◆ Goal of the exercise ◆
In the records below, find the line that contains "middle pip: (897, 640)" and the line that contains "index mcp: (1264, 634)". Set down exactly those lines and every line between them, and nothing more.
···
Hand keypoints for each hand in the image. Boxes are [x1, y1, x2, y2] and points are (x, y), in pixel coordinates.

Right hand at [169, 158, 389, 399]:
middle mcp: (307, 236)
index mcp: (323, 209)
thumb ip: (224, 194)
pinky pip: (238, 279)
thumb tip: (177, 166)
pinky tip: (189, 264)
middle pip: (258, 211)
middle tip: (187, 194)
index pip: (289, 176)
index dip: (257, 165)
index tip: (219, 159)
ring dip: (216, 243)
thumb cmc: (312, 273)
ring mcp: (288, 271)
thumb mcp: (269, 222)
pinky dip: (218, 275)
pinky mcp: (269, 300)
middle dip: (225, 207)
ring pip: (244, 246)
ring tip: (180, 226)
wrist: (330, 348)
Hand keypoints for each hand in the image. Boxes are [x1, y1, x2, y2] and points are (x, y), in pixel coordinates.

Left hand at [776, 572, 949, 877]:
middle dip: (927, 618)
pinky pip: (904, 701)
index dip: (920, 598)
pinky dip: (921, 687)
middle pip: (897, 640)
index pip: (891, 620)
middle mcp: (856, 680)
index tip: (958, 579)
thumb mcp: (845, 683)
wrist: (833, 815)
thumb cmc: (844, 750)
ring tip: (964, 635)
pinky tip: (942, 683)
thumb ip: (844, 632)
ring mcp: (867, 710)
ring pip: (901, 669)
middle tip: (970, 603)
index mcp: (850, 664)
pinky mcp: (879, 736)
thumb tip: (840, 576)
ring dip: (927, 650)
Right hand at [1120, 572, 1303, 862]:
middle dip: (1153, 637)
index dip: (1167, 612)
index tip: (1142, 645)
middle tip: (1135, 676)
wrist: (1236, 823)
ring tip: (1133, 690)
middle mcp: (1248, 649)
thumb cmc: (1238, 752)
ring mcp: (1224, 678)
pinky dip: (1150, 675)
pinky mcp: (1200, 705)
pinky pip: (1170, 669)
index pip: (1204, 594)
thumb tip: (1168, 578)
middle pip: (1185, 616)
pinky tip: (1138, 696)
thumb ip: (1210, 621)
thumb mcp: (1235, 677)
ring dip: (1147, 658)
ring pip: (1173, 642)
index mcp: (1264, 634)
···
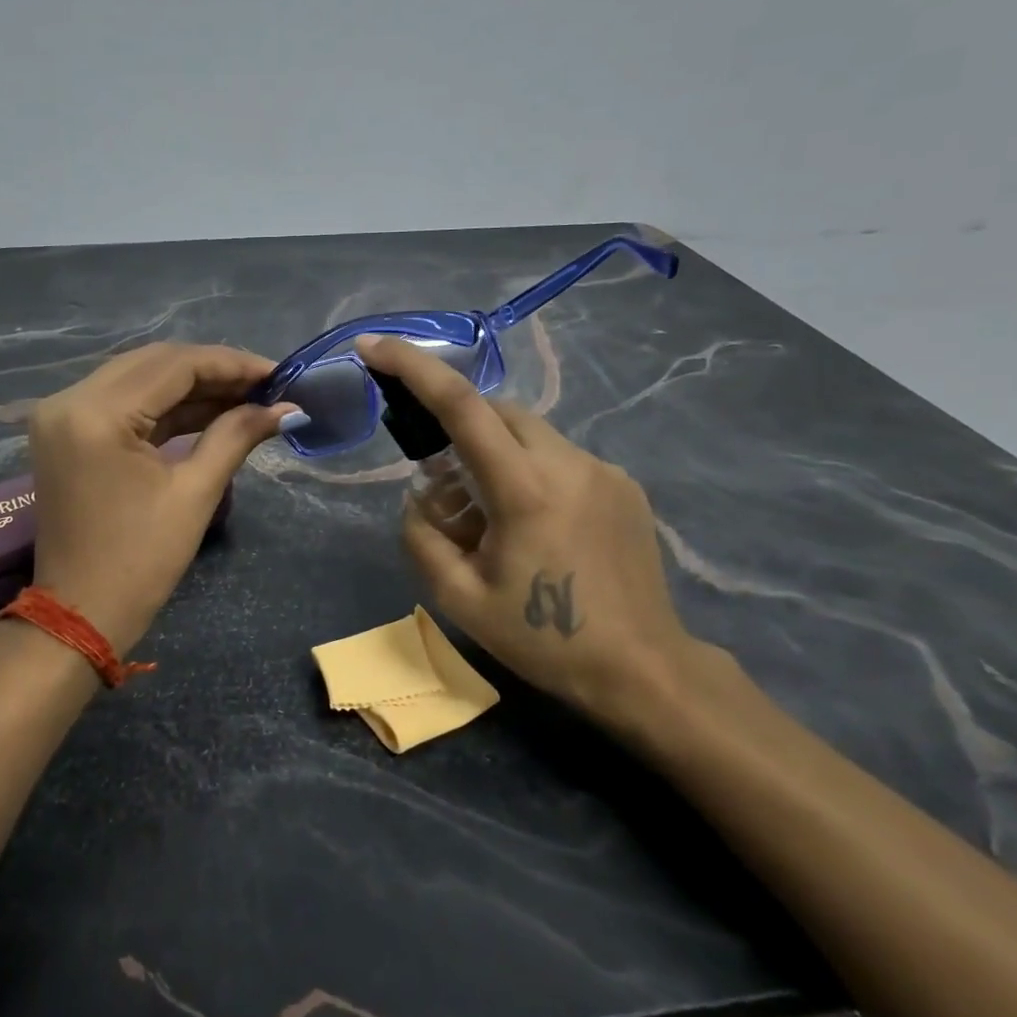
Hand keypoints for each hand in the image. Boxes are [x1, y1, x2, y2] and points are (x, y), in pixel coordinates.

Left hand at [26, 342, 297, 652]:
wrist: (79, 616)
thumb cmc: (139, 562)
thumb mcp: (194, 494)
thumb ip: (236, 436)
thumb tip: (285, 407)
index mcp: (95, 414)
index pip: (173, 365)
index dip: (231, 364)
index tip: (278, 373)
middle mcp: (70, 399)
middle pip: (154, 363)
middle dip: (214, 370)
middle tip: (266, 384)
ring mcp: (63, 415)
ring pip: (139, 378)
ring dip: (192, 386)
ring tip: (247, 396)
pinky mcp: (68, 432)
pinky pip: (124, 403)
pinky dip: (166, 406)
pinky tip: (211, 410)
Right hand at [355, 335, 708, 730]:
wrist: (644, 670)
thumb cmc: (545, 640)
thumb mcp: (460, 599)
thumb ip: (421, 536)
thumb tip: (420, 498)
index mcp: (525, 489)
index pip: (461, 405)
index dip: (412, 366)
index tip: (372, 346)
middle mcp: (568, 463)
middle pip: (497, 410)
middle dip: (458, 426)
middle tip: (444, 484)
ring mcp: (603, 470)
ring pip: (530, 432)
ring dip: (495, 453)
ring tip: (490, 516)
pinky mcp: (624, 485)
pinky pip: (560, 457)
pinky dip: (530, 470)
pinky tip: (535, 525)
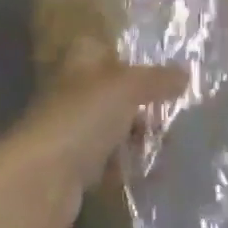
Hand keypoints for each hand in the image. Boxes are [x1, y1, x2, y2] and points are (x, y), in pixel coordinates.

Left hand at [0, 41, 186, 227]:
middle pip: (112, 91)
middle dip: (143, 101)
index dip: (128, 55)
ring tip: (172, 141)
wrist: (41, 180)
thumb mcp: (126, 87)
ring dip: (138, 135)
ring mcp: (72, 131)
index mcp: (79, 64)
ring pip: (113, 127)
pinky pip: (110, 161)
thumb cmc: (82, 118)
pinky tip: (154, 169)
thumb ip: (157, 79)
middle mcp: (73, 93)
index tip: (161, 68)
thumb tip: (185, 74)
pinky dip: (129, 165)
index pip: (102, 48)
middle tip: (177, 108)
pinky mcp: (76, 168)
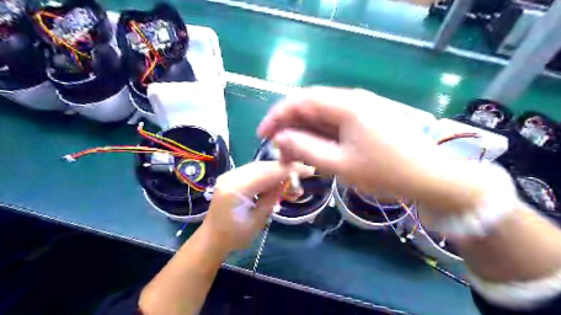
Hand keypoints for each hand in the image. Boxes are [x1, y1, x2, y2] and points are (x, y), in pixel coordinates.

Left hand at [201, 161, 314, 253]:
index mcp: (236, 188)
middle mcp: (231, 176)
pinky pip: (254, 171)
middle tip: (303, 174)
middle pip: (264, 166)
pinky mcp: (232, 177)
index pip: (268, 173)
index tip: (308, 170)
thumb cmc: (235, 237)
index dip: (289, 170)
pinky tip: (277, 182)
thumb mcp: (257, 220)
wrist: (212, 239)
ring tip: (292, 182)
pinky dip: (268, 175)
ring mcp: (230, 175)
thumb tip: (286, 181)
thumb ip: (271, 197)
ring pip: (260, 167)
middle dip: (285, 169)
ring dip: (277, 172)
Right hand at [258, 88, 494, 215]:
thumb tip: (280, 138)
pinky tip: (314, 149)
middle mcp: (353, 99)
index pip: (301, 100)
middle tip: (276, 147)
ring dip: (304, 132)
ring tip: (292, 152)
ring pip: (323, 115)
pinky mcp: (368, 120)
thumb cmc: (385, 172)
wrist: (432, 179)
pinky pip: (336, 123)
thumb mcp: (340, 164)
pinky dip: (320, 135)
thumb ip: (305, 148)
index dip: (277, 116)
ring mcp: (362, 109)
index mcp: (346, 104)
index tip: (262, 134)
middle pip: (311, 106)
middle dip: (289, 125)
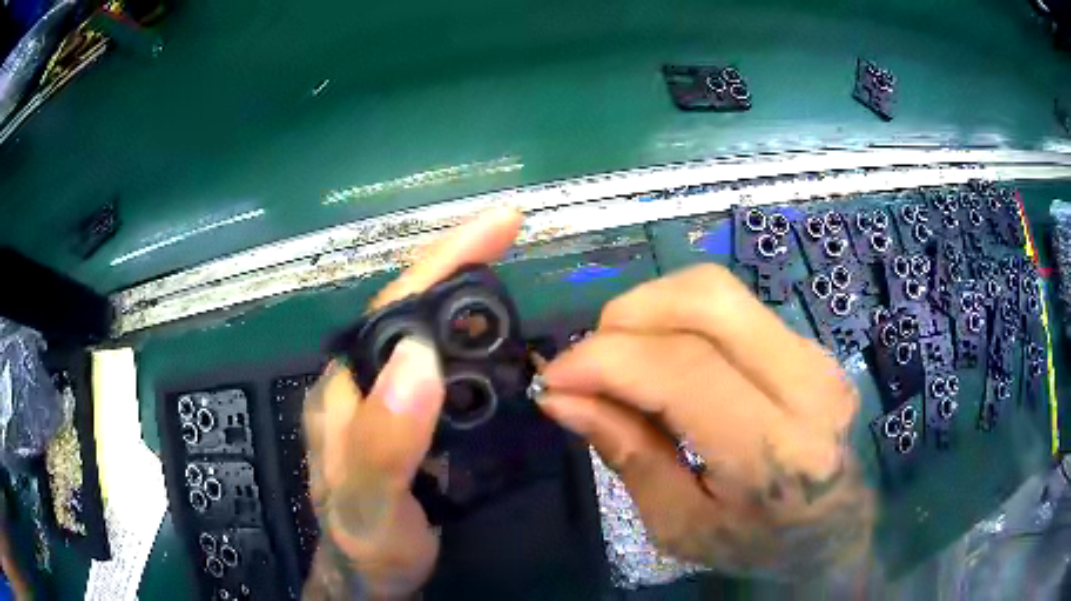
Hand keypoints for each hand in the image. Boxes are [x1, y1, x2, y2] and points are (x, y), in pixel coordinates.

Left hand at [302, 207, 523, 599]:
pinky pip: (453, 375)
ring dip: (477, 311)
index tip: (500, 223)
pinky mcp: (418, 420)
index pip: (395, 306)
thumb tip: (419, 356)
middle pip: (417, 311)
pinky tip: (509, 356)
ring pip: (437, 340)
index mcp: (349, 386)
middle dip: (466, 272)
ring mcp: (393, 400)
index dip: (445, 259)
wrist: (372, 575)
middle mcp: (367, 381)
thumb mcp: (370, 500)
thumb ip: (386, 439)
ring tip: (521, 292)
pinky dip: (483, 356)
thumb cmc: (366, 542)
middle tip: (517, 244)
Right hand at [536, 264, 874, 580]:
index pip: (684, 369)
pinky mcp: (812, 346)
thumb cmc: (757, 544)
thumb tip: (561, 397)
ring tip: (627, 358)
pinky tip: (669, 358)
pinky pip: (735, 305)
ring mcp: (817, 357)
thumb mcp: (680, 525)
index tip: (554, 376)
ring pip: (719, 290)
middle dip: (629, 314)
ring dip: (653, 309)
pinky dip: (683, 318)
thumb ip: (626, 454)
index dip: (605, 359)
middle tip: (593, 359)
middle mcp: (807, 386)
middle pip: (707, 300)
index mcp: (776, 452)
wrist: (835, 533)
···
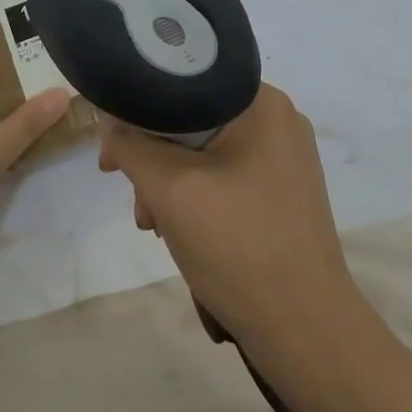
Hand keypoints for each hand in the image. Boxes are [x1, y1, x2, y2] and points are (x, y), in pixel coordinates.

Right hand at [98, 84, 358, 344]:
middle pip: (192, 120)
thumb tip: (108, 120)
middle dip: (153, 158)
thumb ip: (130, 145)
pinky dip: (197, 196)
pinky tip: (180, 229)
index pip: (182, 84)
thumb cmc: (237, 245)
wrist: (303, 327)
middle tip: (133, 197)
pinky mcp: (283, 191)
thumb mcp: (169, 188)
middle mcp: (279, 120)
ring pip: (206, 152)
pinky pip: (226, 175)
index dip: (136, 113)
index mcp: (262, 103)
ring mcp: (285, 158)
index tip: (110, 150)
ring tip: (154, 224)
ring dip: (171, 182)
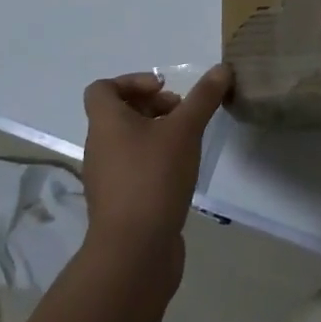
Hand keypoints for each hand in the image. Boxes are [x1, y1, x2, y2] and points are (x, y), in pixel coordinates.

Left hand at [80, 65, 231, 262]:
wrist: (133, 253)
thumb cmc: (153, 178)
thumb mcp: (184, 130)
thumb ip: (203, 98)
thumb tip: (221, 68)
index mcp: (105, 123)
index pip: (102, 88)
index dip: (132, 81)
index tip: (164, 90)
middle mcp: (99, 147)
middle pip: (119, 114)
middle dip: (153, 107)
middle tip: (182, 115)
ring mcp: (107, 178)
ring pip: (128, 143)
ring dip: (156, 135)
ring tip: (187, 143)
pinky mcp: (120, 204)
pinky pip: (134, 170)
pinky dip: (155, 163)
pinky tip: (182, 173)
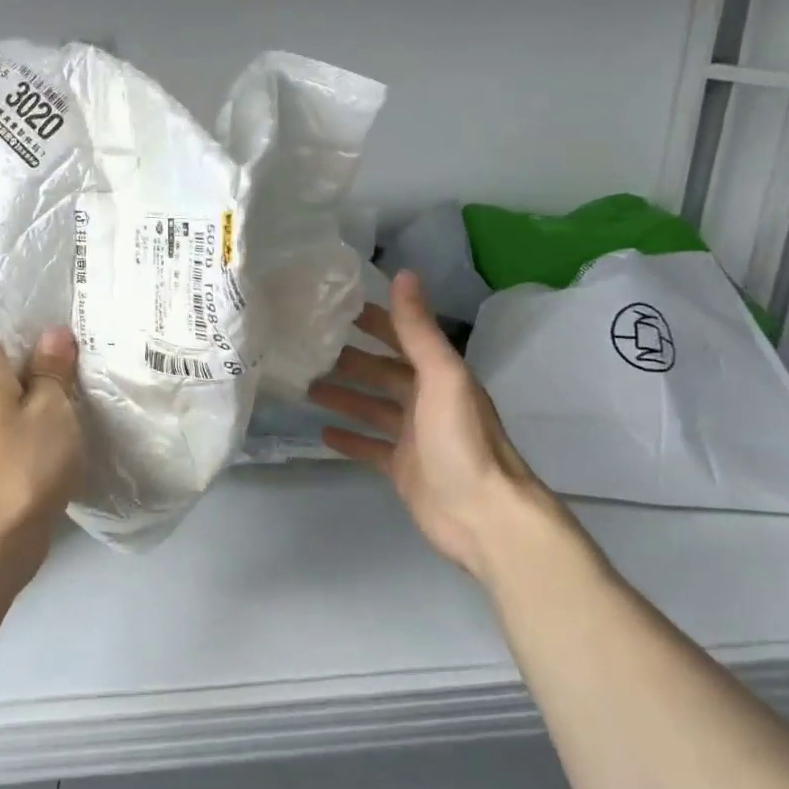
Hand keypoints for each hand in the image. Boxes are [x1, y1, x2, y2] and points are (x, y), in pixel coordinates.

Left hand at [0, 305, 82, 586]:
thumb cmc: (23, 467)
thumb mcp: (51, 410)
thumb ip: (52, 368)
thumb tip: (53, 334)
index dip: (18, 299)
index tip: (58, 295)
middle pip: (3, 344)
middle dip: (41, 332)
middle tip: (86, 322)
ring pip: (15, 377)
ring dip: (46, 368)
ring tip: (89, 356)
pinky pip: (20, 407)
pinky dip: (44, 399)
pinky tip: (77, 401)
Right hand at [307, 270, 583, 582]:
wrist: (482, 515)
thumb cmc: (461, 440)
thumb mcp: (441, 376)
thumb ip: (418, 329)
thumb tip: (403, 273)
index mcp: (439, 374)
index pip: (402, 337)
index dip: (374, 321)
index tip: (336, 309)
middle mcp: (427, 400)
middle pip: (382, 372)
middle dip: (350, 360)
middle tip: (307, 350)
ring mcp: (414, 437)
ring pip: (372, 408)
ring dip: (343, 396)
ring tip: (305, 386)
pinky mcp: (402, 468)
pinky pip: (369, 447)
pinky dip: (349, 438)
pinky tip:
···
◆ Answer space ◆
middle pip: (897, 640)
index pip: (891, 620)
middle mcp: (856, 680)
index tip: (958, 579)
thumb mcp: (845, 683)
wrist: (833, 815)
thumb cmc: (844, 750)
ring tip: (964, 635)
pinky tip: (942, 683)
thumb ip: (844, 632)
ring mcp: (867, 710)
ring pip: (901, 669)
middle tip: (970, 603)
index mcp: (850, 664)
pinky mcp: (879, 736)
thumb tip: (840, 576)
ring dip: (927, 650)
Right hand at [1120, 572, 1303, 862]:
middle dip: (1153, 637)
index dip: (1167, 612)
index tip: (1142, 645)
middle tip: (1135, 676)
wrist: (1236, 823)
ring tip: (1133, 690)
middle mcp: (1248, 649)
thumb cmc: (1238, 752)
ring mcp: (1224, 678)
pinky dip: (1150, 675)
pinky mcp: (1200, 705)
pinky pip: (1170, 669)
index pip: (1204, 594)
thumb tip: (1168, 578)
middle pip: (1185, 616)
pinky tip: (1138, 696)
thumb ip: (1210, 621)
thumb mcp: (1235, 677)
ring dip: (1147, 658)
ring pip: (1173, 642)
index mcp: (1264, 634)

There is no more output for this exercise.